In December 2017, Congress passed, and the President signed into law, the Tax Cuts and Jobs Act (the “2017 Act”), which changed existing U.S. tax law and included various provisions that affect companies in the United States. Among other things, the 2017 Act: (i) changed U.S. corporate tax rates, (ii) generally reduced a company’s ability to utilize accumulated net operating losses, and (iii) required the calculation of a one-time transition tax on certain foreign earnings and profits (“foreign E&P”) that had not been previously repatriated.

 

During the quarter ended December 31, 2018, we completed our accounting of the income tax impact from the enactment of the 2017 Act and there were no material changes from the estimates reported in our Annual Report on Form 10-K for the year ended June 30, 2018

.  The 2017 Act provides for a one-time transition tax on our post-1986 foreign E&P that have not been previously repatriated.
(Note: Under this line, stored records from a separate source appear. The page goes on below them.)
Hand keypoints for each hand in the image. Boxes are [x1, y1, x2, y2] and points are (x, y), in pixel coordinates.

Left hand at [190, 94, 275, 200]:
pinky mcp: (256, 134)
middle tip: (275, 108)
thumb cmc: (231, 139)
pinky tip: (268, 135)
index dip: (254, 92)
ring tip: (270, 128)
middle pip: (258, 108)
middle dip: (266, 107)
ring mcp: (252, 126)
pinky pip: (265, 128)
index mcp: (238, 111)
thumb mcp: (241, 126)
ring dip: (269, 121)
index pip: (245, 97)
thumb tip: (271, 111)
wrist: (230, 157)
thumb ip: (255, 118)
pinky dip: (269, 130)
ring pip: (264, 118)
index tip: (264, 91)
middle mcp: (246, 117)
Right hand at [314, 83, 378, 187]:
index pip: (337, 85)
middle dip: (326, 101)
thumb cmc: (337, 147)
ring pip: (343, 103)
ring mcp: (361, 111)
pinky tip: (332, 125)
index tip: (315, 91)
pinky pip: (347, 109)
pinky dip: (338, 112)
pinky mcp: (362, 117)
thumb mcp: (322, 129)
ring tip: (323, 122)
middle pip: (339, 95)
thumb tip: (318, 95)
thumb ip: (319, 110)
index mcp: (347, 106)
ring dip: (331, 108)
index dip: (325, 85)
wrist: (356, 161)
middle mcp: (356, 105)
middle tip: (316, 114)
We determined that our foreign E&P was approximately $6.9 million and anticipate that we will not owe any one-time transition tax due to the utilization of U.S. NOL carryforward benefits against these earnings.  We have also completed our evaluation of the income tax impacts of the Global Intangible Low-Taxed Income and Foreign-Derived Intangible Income provisions of the 2017 Act, and our tax expense includes the impact of these provisions as a period cost in our effective tax rate.

 

We also reasonably estimated the tax treatment of our foreign E&P as of June 30, 2018 as a result of the 2017 Act. The 2017 Act provides for a one-time transition tax on our post-1986 foreign E&P that have not been previously repatriated. We provisionally determined that our foreign E&P was approximately $6.9 million and anticipate that we will not owe any one-time transition tax due to the utilization of U.S. NOL carryforward benefits against these earnings. However, we are still refining our calculations, including estimated foreign E&P layers for fiscal 2018, which could impact these amounts.

 

Income Tax Law of the People’s Republic of China

Our Chinese subsidiaries, LightPath Optical Instrumentation (Shanghai) Co., Ltd. (“LPOI”) and LPOIZ, are governed by the Income Tax Law of the People’s Republic of China. As of December 31, 2018, LPOI and LPOIZ were subject to statutory income tax rates of 25% and 15%, respectively.

 

We currently intend to permanently invest earnings generated from our foreign Chinese operations and, therefore, have not previously provided for future Chinese withholding taxes on such related earnings. However, if in the future we change such intention, the Company would provide for and pay additional foreign taxes, if any, at that time.

 

Law of Corporate Income Tax of Latvia

Our Latvian subsidiary, ISP Optics Latvia, SIA (“ISP Latvia”), is governed by the Law of Corporate Income Tax of Latvia. As of December 31, 2017, ISP Latvia was subject to a statutory income tax rate of 15%. Effective January 1, 2018, the Republic of Latvia enacted tax reform with the following key provisions: (i) corporations are no longer subject to income tax, but are instead subject to a distribution tax on distributed profits (or deemed distributions, as defined) and (ii) the tax rate was changed to 20%; however, distribution amounts are first divided by 0.8 to arrive at the taxable amount of profit, resulting in an effective tax rate of 25%. As a transitional measure, distributions made from earnings prior to January 1, 2018, distributed prior to December 31, 2019, are not subject to tax. As such, any distributions of profits from ISP Latvia to ISP Optics Corporation (“ISP”), its U.S. parent company, will be from earnings prior to January 1, 2018 and, therefore, will not be subject to tax. We currently do not intend to distribute any current earnings generated after January 1, 2018. If, in the future, we change such intention, we will accrue distribution taxes, if any, as profits are generated.